BRWNGRLZ is a laser-cut jewelry company started by Gretchen Carvajal for Black and brown women. In 2021, BRWNGRLZ was featured in Vogue.

== Overview ==

=== Origin ===
Carvajal moved to the United States in 2001. She grew up in the Bay Area. In 2011, Carvajal won a spot to compete at the national youth poetry slam, Brave New Voices (BNV), in San Francisco. At BNV, she met an artist selling handmade earrings, which later inspired her to start her own earring business. In 2013, Carvajal was frustrated and inspired by the lack of representation of women of color in fashion accessories. She started the business, BRWNGRLZ, out of her dormitory, creating laser cut jewelry for women of color.

=== Inspirations ===
Carvajal is inspired by prominent cultures in the Bay Area, such as Black, Chicana, and South East Asian cultures.

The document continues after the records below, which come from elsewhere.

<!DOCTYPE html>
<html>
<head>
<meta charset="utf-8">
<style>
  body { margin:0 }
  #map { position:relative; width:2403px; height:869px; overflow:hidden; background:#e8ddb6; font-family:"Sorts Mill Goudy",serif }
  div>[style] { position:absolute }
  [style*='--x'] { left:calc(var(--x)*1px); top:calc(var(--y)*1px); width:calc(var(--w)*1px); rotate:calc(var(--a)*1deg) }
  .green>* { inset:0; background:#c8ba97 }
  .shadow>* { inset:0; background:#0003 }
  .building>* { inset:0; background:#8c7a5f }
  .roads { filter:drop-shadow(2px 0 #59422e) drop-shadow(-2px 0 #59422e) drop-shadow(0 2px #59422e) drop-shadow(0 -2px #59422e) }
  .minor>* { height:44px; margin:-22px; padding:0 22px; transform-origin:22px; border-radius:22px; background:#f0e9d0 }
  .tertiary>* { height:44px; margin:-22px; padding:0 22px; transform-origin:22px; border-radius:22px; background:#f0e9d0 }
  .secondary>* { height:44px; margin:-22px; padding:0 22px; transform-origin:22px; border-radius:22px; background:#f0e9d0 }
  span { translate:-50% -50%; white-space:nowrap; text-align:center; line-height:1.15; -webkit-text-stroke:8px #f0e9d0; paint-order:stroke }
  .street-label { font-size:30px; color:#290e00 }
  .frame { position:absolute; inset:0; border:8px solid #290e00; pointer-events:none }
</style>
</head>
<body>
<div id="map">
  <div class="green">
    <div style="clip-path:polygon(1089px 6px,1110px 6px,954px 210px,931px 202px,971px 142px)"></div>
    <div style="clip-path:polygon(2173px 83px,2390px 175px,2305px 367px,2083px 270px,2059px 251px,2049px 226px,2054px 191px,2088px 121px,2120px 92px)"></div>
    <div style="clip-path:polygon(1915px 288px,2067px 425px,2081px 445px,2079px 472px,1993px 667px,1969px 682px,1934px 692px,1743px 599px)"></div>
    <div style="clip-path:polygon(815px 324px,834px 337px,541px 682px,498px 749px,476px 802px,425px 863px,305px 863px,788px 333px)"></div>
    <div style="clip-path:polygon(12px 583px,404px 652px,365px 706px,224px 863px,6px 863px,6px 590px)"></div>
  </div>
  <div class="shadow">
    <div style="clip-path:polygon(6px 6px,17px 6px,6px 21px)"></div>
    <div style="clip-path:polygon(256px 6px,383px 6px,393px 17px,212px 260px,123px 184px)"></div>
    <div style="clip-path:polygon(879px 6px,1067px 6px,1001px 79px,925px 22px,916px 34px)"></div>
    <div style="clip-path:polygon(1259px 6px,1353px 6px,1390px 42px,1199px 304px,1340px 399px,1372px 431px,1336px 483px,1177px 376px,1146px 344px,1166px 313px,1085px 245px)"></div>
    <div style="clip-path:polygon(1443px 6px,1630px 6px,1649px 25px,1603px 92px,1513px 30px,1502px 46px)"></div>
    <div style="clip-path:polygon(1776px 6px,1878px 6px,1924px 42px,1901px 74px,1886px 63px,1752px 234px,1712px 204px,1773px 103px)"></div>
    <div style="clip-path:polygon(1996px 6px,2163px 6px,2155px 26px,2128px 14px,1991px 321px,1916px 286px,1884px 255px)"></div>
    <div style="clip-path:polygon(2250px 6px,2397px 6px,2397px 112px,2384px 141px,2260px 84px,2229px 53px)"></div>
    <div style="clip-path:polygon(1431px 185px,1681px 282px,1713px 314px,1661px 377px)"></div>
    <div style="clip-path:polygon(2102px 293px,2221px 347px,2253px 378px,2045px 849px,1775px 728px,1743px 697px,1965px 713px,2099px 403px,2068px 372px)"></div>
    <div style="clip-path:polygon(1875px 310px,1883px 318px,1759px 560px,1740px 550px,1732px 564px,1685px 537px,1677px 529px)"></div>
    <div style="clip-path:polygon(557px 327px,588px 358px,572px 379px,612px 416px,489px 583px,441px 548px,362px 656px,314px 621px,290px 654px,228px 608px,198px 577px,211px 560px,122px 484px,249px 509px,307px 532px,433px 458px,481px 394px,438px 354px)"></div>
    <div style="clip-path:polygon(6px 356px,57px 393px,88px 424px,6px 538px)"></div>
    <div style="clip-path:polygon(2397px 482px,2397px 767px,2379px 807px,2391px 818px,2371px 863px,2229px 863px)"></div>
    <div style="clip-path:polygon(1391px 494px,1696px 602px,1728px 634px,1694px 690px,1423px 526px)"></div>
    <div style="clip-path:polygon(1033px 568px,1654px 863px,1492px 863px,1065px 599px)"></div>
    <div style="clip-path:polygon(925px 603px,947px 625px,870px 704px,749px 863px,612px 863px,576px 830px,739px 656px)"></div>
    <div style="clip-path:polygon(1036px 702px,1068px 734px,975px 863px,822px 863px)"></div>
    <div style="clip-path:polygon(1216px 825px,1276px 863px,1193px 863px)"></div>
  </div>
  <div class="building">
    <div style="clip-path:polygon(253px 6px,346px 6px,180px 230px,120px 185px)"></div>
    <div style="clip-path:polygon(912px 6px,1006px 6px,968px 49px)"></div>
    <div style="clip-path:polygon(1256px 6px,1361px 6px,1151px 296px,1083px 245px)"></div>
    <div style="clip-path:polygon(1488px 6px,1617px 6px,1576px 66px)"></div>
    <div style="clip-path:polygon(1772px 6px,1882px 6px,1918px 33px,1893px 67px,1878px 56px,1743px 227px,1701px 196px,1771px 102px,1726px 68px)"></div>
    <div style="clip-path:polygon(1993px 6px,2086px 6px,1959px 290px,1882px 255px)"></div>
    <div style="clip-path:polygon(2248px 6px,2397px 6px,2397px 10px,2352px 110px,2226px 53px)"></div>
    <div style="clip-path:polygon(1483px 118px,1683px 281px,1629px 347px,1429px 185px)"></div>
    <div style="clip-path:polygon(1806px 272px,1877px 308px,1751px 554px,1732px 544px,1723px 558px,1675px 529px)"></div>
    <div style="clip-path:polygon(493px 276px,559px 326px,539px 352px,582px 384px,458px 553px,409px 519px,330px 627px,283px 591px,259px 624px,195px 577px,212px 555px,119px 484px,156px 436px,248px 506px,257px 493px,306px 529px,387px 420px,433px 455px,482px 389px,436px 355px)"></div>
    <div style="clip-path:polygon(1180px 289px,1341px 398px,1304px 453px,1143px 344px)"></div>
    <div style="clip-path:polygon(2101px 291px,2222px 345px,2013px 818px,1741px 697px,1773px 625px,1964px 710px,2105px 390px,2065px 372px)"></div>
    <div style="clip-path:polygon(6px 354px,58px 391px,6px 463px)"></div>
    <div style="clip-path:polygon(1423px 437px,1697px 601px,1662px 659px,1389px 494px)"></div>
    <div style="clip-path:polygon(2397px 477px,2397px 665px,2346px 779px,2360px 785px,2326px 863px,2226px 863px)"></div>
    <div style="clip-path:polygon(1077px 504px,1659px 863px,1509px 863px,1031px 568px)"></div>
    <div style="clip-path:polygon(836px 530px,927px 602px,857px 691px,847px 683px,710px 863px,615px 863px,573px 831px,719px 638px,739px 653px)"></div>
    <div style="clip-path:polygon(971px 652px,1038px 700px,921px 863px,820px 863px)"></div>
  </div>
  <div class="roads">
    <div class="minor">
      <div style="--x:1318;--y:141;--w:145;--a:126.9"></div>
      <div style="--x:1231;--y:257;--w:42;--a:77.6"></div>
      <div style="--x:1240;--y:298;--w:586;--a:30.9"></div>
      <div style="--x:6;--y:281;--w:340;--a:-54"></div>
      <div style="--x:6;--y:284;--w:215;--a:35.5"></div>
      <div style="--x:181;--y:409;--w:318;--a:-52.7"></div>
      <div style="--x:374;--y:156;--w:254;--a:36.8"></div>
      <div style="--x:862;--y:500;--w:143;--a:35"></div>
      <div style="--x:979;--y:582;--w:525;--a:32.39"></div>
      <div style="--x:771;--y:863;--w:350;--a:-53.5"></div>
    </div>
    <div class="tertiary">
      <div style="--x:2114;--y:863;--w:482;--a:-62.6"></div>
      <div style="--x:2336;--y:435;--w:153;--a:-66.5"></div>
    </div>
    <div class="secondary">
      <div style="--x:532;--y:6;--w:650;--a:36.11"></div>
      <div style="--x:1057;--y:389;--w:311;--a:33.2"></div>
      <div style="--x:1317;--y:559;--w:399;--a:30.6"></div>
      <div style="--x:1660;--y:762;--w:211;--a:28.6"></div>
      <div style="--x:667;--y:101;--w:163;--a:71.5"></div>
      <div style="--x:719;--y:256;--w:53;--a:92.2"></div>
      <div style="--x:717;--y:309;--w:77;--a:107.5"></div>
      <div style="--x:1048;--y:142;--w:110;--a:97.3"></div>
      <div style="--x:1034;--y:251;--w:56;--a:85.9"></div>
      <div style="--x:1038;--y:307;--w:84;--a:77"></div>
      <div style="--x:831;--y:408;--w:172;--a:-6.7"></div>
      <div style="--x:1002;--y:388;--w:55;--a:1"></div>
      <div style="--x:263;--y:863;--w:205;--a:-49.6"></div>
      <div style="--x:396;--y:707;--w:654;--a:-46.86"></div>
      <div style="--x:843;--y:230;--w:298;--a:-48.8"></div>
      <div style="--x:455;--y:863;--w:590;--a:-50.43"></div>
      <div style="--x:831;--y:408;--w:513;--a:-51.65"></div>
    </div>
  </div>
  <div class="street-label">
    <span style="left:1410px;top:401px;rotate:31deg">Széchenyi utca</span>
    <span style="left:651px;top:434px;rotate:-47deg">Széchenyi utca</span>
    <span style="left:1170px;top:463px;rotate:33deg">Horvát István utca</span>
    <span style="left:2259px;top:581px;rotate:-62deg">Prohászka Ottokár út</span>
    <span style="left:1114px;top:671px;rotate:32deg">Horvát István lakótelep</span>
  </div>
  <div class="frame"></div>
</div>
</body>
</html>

Her creations mix technical fine art skills with symbols of social movements and cultural moments, such as the United Farm Workers movement and the international hotel strike. Each pair of earrings in the company's collection is named after a woman of color.

=== Collaborations ===
The company has collaborated with Toro y Moi, Ruby Ibarra, Bayani Art, and Kehlani.